- Opening Delimiter -
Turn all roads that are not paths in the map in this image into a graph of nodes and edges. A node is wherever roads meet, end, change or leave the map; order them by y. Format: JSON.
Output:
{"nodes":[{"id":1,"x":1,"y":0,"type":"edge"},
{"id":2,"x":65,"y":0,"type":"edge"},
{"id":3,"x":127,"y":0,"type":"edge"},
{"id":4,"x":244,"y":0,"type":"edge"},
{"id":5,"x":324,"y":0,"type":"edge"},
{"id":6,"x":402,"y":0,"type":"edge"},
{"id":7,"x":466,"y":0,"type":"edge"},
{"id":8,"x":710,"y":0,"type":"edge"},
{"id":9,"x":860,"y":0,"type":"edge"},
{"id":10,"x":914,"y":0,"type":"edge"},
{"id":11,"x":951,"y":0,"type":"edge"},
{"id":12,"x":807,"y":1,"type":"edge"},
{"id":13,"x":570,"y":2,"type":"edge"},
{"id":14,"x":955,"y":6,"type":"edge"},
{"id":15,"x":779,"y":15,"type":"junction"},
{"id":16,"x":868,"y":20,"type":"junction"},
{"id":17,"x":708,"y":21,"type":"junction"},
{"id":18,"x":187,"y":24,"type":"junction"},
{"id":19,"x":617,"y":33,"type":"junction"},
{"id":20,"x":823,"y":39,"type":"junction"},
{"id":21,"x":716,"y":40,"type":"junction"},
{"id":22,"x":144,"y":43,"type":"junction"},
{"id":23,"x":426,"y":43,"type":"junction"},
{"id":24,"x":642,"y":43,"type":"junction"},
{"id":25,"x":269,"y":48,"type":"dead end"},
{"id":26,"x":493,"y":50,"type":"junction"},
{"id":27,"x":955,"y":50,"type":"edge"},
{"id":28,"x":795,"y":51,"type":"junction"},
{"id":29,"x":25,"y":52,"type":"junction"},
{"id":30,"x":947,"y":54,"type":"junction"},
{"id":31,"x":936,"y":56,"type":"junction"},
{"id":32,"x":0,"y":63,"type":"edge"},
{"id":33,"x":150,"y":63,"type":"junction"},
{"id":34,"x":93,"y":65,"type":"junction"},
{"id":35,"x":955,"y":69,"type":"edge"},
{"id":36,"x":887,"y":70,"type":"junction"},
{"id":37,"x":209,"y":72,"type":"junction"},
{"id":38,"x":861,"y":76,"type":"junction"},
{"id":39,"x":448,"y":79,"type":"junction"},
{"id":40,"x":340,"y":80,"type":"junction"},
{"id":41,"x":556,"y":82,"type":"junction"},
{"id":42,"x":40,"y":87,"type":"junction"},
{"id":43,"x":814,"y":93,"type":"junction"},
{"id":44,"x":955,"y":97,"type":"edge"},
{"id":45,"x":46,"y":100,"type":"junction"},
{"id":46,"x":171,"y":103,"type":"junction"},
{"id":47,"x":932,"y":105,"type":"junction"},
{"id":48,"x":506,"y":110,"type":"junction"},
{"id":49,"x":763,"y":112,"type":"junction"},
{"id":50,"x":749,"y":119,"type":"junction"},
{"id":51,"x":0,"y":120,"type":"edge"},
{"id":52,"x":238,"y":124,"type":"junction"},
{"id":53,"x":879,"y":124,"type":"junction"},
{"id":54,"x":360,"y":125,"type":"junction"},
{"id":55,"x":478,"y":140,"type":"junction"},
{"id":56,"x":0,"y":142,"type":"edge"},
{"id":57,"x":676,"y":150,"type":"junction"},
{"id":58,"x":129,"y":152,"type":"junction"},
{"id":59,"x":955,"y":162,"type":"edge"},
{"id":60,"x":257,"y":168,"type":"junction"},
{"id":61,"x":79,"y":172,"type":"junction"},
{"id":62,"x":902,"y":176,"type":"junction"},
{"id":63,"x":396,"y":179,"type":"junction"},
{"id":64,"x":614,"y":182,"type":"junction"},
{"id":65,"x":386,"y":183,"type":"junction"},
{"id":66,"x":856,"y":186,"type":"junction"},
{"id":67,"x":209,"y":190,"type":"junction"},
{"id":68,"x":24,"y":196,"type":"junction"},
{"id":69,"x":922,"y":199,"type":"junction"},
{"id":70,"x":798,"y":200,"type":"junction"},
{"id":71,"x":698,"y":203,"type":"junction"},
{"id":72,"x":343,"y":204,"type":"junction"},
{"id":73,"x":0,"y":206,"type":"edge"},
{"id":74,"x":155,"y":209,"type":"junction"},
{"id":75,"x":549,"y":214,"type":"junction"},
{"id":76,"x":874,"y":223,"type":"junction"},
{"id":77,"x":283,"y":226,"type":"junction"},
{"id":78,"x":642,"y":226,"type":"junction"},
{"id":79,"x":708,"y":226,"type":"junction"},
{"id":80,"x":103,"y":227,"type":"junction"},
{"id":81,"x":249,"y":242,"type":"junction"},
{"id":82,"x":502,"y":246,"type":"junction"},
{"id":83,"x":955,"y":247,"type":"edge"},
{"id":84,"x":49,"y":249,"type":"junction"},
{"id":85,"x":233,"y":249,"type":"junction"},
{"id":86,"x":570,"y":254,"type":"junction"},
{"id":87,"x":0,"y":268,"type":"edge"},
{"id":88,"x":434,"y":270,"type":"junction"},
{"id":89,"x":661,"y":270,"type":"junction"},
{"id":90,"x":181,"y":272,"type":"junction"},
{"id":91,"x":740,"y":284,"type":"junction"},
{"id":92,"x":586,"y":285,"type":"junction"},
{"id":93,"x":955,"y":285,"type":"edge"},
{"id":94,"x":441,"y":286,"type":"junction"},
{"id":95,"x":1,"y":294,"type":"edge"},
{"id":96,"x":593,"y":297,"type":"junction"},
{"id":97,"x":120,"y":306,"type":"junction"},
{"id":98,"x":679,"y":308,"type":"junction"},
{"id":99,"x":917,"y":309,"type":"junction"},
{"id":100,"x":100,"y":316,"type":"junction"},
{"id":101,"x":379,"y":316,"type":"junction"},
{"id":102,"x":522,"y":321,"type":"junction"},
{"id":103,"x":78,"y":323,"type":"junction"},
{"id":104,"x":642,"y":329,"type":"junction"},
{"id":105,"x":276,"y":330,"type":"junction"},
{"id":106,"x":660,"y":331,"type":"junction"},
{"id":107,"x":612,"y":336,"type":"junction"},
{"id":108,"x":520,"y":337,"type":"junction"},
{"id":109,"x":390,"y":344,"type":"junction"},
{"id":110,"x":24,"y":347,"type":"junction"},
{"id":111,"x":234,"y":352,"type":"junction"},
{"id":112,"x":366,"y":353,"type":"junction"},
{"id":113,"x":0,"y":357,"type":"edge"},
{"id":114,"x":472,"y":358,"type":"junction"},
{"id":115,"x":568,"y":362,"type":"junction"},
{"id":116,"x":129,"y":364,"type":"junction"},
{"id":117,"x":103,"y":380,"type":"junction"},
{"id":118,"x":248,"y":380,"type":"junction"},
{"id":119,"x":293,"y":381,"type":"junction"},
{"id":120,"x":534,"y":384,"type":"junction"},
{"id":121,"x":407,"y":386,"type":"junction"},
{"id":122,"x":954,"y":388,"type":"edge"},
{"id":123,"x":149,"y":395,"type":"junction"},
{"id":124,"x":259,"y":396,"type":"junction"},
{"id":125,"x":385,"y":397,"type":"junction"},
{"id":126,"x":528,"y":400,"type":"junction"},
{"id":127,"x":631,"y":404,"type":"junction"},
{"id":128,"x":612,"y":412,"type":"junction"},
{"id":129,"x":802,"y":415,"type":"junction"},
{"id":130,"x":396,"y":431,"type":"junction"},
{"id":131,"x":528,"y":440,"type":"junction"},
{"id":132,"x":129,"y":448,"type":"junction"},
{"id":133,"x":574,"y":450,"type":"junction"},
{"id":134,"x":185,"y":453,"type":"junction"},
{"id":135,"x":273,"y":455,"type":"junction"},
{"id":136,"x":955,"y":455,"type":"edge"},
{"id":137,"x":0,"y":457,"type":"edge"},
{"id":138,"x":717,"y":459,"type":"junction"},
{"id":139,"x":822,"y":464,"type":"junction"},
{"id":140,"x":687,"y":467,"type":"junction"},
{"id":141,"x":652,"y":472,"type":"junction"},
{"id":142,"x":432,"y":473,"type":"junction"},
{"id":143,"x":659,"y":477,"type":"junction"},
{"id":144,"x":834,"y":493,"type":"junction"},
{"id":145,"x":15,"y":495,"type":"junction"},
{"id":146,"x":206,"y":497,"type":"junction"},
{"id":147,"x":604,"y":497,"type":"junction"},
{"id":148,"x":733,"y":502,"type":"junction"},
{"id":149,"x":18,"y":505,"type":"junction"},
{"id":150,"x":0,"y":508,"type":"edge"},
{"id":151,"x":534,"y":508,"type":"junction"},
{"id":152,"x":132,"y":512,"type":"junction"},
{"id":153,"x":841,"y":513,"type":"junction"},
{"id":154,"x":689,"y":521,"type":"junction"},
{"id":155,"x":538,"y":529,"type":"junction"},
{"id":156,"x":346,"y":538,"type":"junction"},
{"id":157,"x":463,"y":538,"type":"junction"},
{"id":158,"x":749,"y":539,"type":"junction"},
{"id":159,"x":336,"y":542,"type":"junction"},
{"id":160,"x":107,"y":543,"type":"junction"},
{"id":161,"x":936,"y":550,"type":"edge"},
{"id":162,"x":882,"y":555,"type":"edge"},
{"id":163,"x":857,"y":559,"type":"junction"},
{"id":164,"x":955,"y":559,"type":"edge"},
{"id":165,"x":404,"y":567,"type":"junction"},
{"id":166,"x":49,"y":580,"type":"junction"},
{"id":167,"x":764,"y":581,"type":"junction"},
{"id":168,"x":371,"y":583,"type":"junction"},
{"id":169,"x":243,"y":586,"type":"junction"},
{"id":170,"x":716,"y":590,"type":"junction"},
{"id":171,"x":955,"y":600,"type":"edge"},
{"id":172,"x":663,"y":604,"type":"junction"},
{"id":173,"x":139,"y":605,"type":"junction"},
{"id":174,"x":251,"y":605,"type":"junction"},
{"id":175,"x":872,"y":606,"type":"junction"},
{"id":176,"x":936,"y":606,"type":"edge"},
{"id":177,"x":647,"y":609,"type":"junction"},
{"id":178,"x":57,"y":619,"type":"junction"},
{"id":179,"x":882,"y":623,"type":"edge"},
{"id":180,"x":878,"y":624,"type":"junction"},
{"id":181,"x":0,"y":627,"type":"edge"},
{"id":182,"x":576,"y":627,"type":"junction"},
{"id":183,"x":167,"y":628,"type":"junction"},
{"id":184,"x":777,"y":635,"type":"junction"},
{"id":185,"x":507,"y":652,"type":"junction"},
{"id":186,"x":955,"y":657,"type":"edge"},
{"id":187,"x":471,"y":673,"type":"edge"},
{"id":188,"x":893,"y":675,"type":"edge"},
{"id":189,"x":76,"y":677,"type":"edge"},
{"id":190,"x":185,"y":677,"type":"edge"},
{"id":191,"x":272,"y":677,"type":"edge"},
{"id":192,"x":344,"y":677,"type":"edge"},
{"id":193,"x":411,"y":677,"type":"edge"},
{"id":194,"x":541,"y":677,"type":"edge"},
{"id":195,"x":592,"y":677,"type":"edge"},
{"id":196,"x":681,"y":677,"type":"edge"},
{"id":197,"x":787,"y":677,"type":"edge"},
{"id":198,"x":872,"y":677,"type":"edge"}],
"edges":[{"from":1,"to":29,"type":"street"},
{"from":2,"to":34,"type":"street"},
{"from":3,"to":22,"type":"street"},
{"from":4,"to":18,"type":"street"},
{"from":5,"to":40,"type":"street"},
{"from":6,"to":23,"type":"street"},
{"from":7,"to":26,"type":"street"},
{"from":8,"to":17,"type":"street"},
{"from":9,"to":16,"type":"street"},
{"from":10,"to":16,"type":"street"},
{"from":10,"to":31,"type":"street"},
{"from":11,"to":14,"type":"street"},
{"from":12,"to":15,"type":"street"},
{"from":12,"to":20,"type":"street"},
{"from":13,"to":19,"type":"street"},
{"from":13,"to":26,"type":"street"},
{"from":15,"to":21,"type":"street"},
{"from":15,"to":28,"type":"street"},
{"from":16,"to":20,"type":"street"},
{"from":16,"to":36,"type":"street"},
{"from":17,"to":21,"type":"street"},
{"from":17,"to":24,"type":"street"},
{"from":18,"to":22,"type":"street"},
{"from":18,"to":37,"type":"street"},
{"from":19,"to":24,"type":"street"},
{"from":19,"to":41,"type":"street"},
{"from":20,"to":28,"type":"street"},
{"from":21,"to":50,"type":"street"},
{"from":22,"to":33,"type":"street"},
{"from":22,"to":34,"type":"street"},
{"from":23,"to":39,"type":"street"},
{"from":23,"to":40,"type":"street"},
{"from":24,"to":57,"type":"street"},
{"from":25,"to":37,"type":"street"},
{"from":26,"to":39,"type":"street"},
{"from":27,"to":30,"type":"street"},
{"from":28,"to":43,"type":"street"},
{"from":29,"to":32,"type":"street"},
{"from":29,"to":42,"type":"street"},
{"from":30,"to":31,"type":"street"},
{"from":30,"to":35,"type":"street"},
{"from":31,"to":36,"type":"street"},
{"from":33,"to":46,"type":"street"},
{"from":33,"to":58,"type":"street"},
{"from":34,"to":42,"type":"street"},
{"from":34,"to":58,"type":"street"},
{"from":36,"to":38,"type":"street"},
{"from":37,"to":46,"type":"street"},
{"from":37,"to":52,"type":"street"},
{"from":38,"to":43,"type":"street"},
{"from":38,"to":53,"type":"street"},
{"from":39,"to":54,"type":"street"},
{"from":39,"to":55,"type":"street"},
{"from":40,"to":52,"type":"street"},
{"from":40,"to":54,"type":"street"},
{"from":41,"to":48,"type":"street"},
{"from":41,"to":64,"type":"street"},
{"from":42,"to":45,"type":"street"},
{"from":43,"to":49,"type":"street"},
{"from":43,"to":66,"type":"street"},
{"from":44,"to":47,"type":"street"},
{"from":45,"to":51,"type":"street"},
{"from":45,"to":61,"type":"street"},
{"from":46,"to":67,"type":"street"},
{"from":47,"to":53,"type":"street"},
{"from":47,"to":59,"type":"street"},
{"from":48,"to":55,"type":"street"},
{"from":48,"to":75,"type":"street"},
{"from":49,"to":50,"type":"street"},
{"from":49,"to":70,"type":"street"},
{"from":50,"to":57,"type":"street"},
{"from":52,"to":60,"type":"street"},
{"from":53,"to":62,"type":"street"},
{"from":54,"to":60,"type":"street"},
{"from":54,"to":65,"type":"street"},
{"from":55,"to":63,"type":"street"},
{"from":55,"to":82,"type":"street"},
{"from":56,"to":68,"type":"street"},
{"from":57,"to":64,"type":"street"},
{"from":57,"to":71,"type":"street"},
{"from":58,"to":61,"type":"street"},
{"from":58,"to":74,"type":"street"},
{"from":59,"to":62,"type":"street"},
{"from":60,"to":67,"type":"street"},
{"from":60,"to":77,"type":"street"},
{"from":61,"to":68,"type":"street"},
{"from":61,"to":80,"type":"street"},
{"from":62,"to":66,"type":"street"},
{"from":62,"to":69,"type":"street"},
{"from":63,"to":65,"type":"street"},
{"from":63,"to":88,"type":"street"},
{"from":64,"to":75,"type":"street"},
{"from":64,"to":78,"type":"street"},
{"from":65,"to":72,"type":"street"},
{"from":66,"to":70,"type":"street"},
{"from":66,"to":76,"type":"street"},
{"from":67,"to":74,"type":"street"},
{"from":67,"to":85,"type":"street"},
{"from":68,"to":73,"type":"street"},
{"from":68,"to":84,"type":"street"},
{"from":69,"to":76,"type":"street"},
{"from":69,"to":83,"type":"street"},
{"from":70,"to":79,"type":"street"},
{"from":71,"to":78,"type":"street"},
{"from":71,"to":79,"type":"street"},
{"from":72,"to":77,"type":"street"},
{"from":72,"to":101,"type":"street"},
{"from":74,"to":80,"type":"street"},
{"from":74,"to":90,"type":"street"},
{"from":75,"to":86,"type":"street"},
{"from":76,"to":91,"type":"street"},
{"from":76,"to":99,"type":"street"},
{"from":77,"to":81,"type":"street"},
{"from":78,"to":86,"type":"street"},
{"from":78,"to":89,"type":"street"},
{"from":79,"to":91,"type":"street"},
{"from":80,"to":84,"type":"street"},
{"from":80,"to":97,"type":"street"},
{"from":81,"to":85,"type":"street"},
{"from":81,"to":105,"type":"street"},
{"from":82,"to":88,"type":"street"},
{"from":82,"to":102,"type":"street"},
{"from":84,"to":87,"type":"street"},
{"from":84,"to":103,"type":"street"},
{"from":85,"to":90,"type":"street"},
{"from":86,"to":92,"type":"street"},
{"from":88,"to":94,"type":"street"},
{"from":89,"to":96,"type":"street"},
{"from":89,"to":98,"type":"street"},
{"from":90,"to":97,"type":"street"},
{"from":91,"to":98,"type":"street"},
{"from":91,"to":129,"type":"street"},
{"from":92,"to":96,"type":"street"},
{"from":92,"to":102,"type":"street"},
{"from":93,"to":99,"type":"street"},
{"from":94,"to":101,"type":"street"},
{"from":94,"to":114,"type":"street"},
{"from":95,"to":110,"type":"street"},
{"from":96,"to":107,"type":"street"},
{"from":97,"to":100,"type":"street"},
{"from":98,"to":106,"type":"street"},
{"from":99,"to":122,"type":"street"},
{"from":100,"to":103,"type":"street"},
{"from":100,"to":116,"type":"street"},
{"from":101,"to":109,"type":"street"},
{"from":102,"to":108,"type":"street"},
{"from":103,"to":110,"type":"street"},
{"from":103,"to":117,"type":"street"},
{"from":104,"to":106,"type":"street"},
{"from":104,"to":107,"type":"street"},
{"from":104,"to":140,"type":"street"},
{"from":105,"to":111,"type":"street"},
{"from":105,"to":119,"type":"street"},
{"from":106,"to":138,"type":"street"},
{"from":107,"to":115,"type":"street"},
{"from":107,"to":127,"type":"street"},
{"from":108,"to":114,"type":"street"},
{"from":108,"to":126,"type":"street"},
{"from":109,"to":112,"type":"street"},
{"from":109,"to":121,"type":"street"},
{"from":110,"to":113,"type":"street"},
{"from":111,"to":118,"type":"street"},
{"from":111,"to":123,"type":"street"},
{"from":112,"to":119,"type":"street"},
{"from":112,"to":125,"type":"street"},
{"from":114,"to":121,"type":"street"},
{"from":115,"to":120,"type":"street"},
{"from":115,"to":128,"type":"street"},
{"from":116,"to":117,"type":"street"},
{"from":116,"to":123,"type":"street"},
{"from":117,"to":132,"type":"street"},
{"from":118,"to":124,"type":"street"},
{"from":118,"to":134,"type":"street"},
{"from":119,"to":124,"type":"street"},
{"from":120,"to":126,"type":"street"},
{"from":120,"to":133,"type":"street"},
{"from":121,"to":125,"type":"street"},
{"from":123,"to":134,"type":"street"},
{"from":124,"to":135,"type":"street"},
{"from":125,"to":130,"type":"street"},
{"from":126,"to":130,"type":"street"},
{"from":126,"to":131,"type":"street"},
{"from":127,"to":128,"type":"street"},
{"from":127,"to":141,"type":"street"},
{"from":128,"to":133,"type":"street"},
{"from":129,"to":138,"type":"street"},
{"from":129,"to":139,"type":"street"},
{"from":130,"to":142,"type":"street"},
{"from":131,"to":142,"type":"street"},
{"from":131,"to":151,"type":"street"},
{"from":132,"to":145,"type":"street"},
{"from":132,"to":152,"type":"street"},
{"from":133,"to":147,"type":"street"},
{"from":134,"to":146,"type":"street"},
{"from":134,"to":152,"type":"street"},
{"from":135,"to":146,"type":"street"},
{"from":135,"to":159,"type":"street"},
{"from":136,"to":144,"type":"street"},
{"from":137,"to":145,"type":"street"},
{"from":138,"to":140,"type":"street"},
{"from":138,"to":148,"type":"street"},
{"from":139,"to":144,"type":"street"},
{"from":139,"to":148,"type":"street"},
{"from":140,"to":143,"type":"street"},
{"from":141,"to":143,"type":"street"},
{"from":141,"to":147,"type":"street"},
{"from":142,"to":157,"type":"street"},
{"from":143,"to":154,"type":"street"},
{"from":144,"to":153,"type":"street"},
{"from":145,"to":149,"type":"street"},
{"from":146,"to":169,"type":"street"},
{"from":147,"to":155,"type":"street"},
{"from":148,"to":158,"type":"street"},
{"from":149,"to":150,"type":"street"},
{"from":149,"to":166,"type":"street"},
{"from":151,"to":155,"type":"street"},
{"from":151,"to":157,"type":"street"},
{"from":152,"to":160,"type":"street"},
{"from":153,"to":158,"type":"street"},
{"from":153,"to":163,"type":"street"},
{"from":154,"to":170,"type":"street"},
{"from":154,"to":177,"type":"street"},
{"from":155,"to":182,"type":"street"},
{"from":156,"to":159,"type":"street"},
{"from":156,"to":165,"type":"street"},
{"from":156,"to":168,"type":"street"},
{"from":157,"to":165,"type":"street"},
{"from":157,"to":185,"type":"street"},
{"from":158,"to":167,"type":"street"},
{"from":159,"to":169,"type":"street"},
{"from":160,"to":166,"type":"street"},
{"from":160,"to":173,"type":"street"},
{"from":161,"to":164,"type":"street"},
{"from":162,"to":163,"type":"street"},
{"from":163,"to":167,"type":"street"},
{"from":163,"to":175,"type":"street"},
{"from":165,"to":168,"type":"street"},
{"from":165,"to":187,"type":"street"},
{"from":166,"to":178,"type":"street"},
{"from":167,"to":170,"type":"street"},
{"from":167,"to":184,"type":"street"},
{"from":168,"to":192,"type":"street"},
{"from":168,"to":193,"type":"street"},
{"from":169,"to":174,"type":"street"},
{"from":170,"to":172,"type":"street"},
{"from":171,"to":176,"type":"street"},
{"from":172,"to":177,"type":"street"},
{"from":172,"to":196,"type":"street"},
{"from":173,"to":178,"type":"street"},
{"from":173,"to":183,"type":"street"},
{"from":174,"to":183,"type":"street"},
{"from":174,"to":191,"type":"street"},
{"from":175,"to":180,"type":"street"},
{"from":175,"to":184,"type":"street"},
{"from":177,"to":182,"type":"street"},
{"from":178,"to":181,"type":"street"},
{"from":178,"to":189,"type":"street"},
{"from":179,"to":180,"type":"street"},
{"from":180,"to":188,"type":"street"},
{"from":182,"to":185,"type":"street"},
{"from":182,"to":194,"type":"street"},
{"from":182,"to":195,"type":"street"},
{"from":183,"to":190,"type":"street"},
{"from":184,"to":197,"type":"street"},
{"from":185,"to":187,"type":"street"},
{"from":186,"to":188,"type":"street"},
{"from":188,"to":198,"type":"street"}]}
- Closing Delimiter -
WHAT TO DO:
Search the entries above for the word "edges", and copy every line where it occurs.

RESULT:
Turn all roads that are not paths in the map in this image into a graph of nodes and edges. A node is wherever roads meet, end, change or leave the map; order them by y. Format: JSON.
"edges":[{"from":1,"to":29,"type":"street"},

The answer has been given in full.